In early 1980 Apple co-founder Steve Jobs visited Xerox’s Palo Alto Research Center (PARC) where he saw a computer called the Alto. The Alto operated with a graphical user interface that used icons and a handheld input device called a mouse.  The problem, however, was that the Alto’s mouse was primitive and would cost $400 to manufacture.  To solve this problem, Jobs turned to an industrial design firm called Hovey-Kelley Design and challenged them to not only improve the durability and efficiency of the Xerox mouse, but also to reduce the cost from $400 to $35.  Hovey-Kelley took the challenge, and miraculously they succeeded.  In 1983, the Apple Lisa, the first personal computer to offer a graphic user interface, appeared on the market.

At a price of almost $10,000, the Lisa was not a commercial success, but Apple rebounded one year later with the Macintosh 128K. Like the Lisa, the Macintosh had a single-button mouse. The Macintosh and its graphic user interface revolutionized personal computing.

With the popularity of Microsoft Windows in the 1990s, the mouse became what it is today: ubiquitous (1).

Something else that is ubiquitous is the use of animals as metaphors in our language, terms like “computer mouse” that feature animal names but that have no literal connection to the animal that is named.

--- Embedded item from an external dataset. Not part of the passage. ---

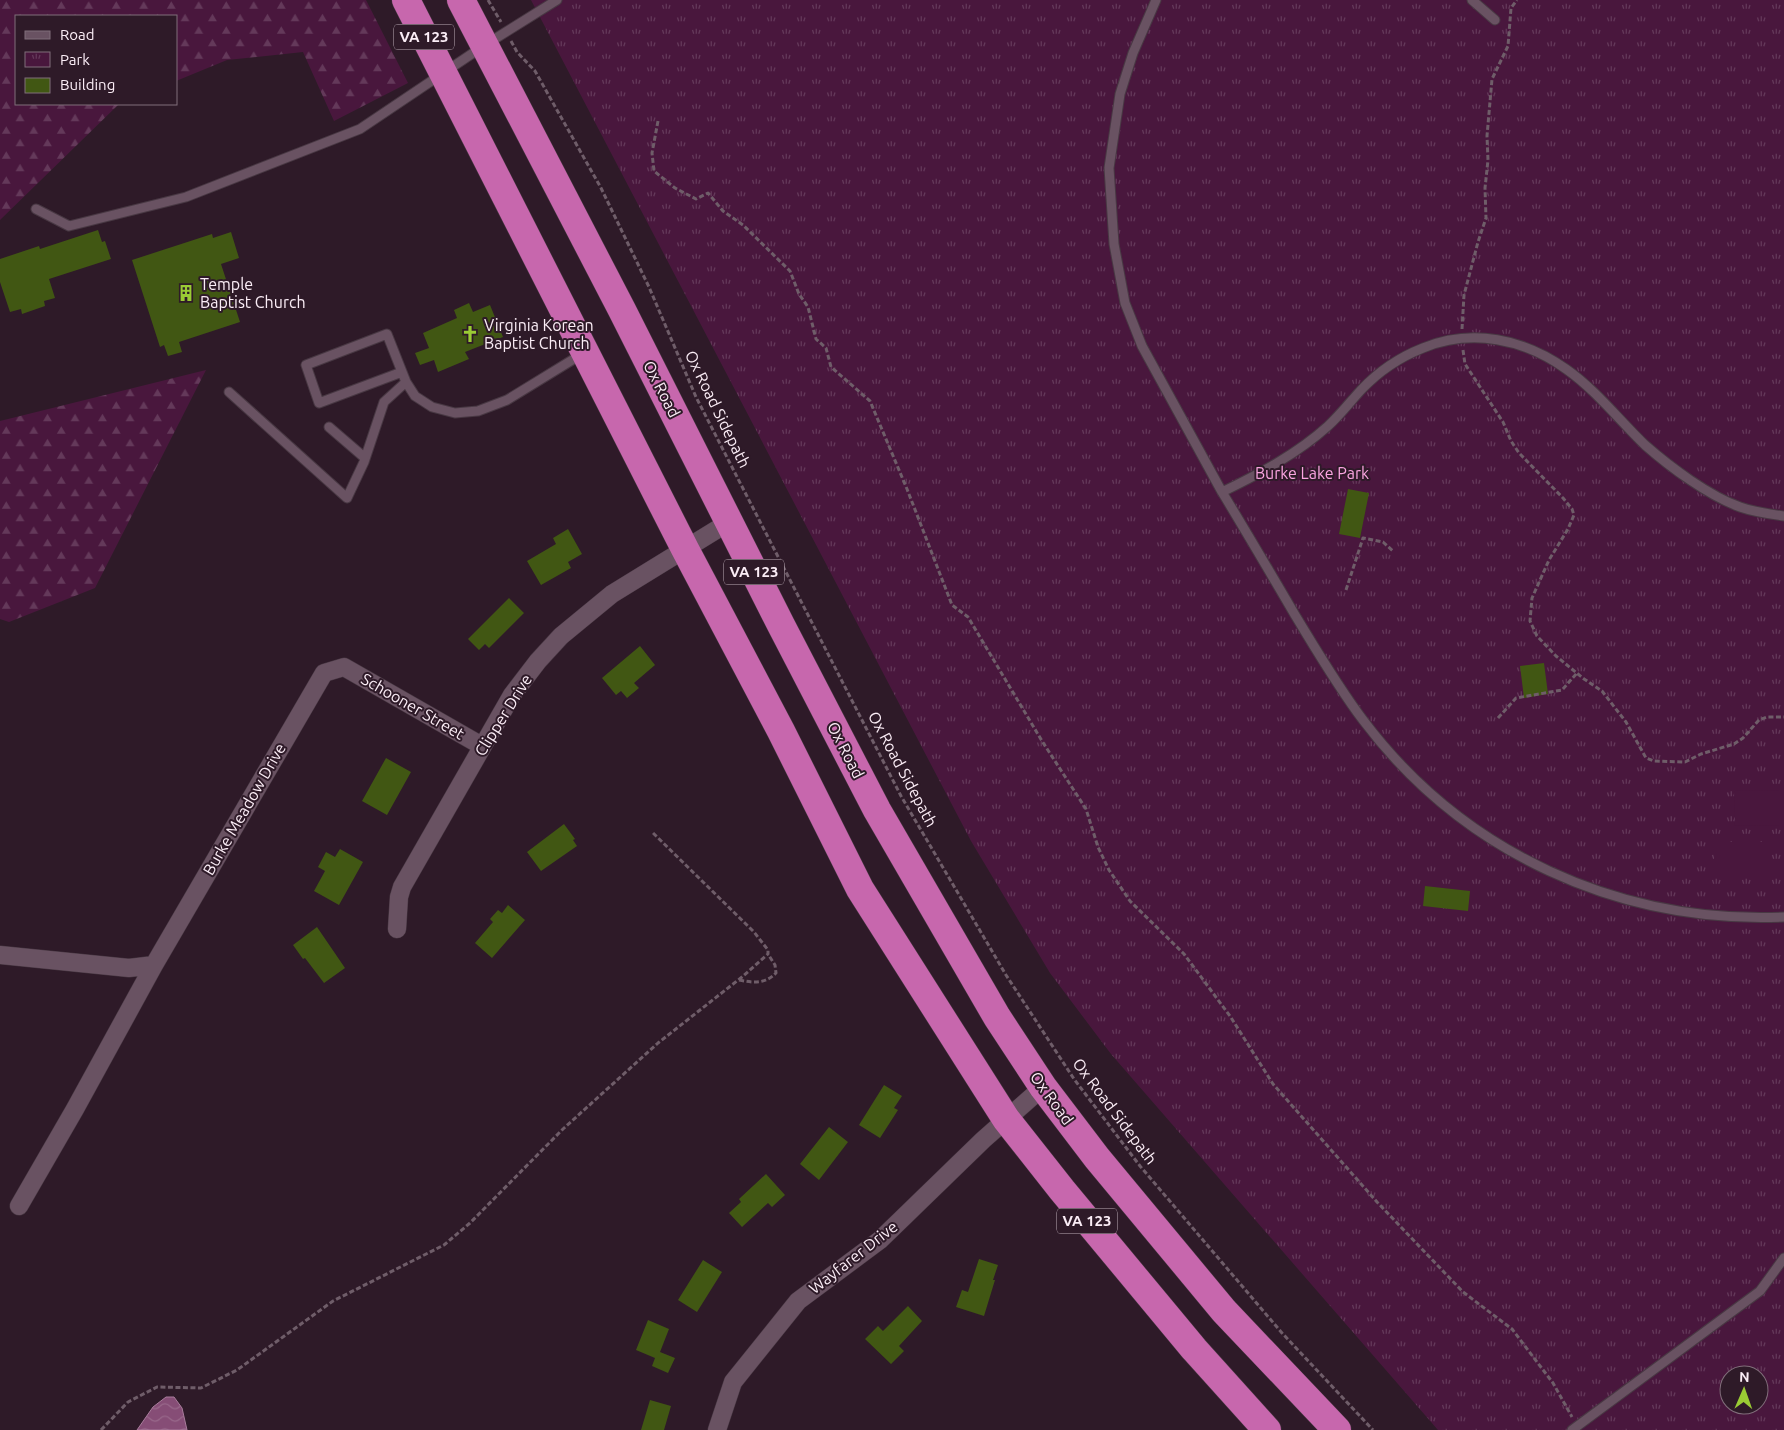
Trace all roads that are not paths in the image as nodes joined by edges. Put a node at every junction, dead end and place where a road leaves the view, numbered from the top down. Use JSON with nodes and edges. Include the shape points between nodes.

Today’s Challenge:  Waiter, There’s a Fly in My Dictionary

Can you name some two-word phrases in English that use animals as metaphors?  Brainstorm a list of ideas, and see if you can add to the list below:

black sheep, white elephant, dog days, cash cow, cold turkey, copycat, crocodile tears, cry wolf, dark horse, eat crow, guinea pig, hornet’s nest, kangaroo court, lame duck, lion’s share, loan shark, monkey business, night owl, paper tiger, play possum, rat race, red herring, road hog, sitting duck, snail mail, spring chicken, stool pigeon, top dog

Select a single two-word metaphor, and write a definition of the phrase, explaining its literal definition as well as the story behind the phrase’s origin.  Imagine you are writing to a reader for whom English is a second language.  Make your explanation clear by using some specific examples to illustrate how and in what contexts the metaphor might be used? (Common Core Writing 2 – Expository)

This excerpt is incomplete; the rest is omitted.